As per the Kauffman foundation report released today, 

Summary of the key findings about engineering and technology companies founded in the United States between 2006 and 2012:

  • 24.3 percent of these companies had at least one key founder who was foreign-born. In Silicon Valley, this number was 43.9 percent.
  • Nationwide, these companies employed roughly 560,000 workers and generated $63 billion in sales in 2012.
  • Of the total of immigrant-founded companies, 33.2 percent had Indian founders, up about 7 percent from 2005. Indians have founded more such companies than immigrants born in the next top seven immigrant-founder-sending countries combined.
  • The top ten sending countries of immigrant entrepreneurs in descending order were India (33.2 percent), China (8.1 percent), the United Kingdom (6.3 percent), Canada (4.2 percent), Germany (3.9 percent), Israel (3.5 percent), Russia (2.4 percent), Korea (2.2 percent), Australia (2.0 percent), and the Netherlands (2.0 percent).
  • The 458 immigrant-founded companies sampled collectively created a total of 9,682 jobs. They
  • employed an average of 21.37 workers. 
  • While the mix of immigrants varies by state, Indians tend to dominate the immigrant-founding groups of the top six states with the greatest representation of immigrant founders.
  • The states with the highest concentration of immigrant-founded companies were California (31 percent),  Massachusetts (9 percent), Texas (6 percent), Florida (6 percent), New York (5 percent), New Jersey (5 percent).
  • Some immigrant groups showed a greater tendency to start companies in particular states. Of Indian-founded companies, 26 percent were founded in California and 8 percent in Massachusetts. Of Chinese-founded companies, 40 percent were founded in California and 16 percent in Maryland. While immigrant groups tended to concentrate the most in California, German immigrants demonstrated a preference for starting businesses in Ohio (22 percent), followed by California (17 percent).
  • Across engineering and technology fields, immigrant entrepreneurs displayed the greatest concentration in the innovation/manufacturing related services (45 percent) and software (22 percent) fields.

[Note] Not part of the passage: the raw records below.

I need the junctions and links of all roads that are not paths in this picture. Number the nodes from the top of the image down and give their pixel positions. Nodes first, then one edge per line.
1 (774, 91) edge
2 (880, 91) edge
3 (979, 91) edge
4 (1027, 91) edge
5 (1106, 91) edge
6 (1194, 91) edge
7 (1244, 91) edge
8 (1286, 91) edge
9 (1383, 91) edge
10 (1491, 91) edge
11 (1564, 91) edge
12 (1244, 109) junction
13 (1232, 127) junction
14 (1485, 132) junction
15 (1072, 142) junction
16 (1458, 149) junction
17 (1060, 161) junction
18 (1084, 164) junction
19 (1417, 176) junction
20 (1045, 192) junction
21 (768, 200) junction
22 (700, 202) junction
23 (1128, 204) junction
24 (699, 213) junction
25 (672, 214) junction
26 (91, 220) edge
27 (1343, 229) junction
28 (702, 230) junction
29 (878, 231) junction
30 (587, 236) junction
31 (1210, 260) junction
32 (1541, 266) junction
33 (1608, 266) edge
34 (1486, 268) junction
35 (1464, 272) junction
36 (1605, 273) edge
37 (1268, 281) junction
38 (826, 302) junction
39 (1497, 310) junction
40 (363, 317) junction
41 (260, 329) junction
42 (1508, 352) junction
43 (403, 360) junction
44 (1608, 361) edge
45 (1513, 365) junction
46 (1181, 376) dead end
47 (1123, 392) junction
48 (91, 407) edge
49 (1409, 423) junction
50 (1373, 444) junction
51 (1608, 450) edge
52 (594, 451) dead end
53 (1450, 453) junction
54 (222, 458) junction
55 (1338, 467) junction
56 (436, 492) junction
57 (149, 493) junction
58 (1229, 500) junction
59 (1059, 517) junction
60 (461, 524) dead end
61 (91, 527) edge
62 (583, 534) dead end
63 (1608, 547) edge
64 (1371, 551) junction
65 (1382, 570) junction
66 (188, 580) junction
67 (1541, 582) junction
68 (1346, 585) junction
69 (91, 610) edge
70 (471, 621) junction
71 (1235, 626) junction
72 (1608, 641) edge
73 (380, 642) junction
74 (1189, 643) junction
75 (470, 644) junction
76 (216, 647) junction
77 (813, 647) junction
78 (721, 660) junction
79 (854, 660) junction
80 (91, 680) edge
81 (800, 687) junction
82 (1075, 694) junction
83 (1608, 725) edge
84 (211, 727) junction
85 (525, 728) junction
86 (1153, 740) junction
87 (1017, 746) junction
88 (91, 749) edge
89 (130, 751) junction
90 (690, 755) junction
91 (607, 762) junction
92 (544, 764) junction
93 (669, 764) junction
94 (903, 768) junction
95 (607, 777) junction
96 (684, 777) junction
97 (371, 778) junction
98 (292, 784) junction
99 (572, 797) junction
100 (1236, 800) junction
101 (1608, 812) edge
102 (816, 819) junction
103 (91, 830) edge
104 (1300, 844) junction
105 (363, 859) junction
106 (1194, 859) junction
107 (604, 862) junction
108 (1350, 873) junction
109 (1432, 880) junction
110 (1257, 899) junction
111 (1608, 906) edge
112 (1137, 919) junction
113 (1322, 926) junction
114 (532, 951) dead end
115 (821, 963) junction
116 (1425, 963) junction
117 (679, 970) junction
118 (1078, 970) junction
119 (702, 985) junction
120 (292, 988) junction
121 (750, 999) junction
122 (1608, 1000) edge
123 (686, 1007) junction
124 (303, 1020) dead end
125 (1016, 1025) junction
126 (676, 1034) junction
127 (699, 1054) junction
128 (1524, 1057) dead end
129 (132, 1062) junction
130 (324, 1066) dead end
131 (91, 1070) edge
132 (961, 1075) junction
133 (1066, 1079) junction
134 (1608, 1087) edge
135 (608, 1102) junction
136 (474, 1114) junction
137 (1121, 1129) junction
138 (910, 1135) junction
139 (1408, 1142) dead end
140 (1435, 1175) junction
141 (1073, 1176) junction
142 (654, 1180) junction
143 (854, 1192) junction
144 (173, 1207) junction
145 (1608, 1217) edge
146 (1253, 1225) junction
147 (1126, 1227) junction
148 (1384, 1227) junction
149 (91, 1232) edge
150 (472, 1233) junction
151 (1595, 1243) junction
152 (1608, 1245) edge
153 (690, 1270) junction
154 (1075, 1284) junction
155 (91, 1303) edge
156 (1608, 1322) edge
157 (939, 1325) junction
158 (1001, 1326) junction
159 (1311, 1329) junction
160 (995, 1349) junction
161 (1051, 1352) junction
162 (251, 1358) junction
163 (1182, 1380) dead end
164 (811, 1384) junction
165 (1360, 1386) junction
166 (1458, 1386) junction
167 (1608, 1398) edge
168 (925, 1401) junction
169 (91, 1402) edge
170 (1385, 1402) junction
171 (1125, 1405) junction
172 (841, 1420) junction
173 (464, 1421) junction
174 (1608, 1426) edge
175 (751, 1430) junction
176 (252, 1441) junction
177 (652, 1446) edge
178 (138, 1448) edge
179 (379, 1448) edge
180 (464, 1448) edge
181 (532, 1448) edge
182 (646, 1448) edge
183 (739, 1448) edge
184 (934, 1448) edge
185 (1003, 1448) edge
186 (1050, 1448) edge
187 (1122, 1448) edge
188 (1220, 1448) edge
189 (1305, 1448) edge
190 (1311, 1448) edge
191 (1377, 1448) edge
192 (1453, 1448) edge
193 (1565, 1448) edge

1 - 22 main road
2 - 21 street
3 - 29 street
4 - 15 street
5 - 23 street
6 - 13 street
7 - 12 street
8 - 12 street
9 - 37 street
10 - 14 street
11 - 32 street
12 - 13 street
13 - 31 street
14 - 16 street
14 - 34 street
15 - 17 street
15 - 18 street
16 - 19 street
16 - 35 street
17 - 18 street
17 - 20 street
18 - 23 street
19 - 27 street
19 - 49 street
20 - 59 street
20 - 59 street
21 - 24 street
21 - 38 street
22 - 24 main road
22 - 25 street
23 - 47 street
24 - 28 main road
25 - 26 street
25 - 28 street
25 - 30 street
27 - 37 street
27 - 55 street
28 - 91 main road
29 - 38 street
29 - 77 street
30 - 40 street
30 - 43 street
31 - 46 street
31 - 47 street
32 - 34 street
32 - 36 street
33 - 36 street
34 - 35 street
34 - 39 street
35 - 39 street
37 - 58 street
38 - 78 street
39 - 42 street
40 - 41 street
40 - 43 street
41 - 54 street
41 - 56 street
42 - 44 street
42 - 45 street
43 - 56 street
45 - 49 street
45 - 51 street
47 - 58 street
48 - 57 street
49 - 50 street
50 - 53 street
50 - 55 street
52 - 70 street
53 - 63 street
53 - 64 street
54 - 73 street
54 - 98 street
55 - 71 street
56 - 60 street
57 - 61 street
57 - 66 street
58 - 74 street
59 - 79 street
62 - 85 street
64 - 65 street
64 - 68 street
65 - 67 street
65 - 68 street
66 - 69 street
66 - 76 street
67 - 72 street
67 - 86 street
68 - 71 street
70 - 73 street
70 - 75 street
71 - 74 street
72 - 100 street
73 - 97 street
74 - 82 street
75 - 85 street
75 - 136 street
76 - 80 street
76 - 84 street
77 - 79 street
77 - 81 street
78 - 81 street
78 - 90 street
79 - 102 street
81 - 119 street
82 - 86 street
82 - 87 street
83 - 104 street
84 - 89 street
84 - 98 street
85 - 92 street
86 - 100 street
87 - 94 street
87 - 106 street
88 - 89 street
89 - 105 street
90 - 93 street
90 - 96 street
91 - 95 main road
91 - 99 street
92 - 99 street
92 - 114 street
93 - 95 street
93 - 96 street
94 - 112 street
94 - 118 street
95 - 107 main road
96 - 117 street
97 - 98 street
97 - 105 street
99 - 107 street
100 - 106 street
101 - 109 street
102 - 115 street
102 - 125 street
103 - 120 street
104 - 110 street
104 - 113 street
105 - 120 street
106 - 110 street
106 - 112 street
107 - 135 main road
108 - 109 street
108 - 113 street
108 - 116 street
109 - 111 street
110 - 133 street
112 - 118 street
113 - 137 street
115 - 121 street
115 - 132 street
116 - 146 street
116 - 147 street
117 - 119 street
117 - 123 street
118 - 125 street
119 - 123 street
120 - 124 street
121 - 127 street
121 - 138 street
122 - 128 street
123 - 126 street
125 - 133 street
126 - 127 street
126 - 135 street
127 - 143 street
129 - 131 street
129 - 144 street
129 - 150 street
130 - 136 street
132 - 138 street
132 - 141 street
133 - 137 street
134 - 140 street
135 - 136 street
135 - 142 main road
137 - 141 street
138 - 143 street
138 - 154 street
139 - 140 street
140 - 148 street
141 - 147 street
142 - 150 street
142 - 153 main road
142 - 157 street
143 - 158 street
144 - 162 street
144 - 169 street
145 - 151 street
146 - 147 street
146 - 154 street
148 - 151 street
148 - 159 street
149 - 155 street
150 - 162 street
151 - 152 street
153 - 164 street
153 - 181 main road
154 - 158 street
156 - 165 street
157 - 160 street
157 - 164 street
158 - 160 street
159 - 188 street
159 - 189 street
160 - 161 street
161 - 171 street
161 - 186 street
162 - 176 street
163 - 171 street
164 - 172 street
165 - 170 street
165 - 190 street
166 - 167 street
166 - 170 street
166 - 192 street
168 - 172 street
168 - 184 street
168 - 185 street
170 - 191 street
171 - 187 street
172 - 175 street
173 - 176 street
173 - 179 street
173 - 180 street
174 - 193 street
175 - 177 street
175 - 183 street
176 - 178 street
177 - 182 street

This study demonstrates that the rate of immigrant entrepreneurship nationwide has plateaued. Silicon Valley remains the rubric against which national trends in the technology sectors are measured. That the proportion of immigrant founders in the Silicon Valley has declined since 2005 should raise questions about the United States’ future ability to remain economically competitive in the international market.

This report/working paper also presents some of the deep insights about concentration zones of immigrant startups based their origins.